As of the June 1 update by the Superintendencia de Economía Popular y Solidaria (SEPS), the market includes 393 institutions: 387 savings and credit cooperatives, 4 mutualists, 1 National Finance Corporation and 1 central fund, Financoop.
The Big Numbers
| Item | Detail | |---|---:| | Total institutions | 393 | | Savings and credit cooperatives | 387 | | Segment 1 cooperatives | 45 | | Segment 1 threshold | More than $80 million in assets each | | Segment 1 assets through April | More than $24.61399 billion | | Private-bank assets | $79.696 billion | | Segment 1 share vs. private-bank assets | About 31% |
Two cooperatives now appear in the top 10 largest financial institutions in the country. JEP (Juventud Ecuatoriana Progresista), founded in Cuenca more than five decades ago, has more than $3.72311 billion in assets and ranks seventh. Jardín Azuayo, founded in Paute in 1996, has $2.416 billion in assets and ranks tenth.

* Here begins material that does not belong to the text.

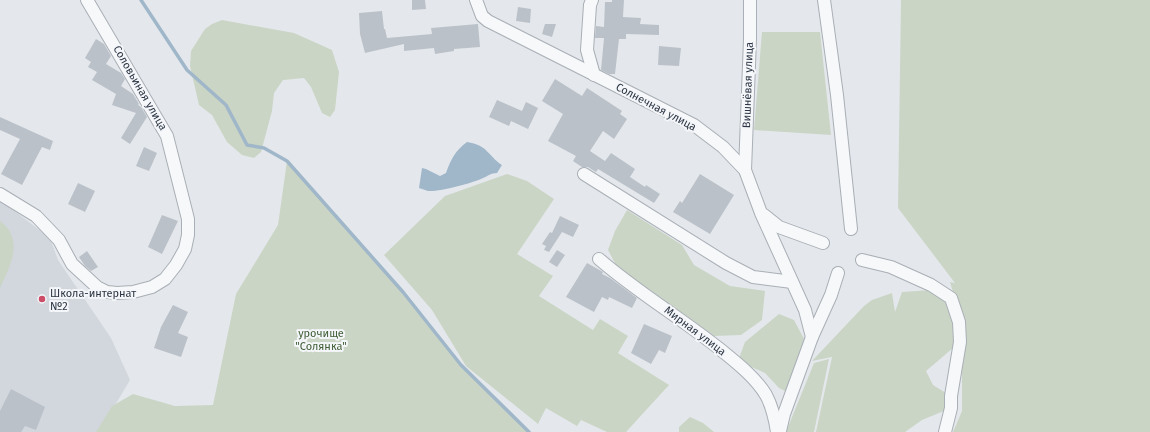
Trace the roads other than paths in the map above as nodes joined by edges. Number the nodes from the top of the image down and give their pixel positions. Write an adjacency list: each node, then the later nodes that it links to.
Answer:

The sector has also consolidated heavily. Around 1,000 cooperatives operated in 2012, when SEPS was created; today the number is 387. Icored figures place the sector's membership below 4 million in 2012 and at 6.4 million today.
Risk And Regulation
The growth is not risk-free. The article cites cooperative delinquency at 8%, compared with almost 3% for banks. It also notes a regulatory debate: banks argue that cooperatives can place more of each $100 in deposits into credit than private banks can because banks face heavier obligations.
What This Means For Expats
Many expats encounter cooperatives when comparing savings products, local accounts, personal loans or community banking options outside the biggest banks. The growth numbers show why these institutions matter: some are now larger than several private banks.
The practical takeaway is to treat cooperatives as real financial institutions, but still compare deposit protection, fees, access, digital service, liquidity and delinquency exposure before moving significant money.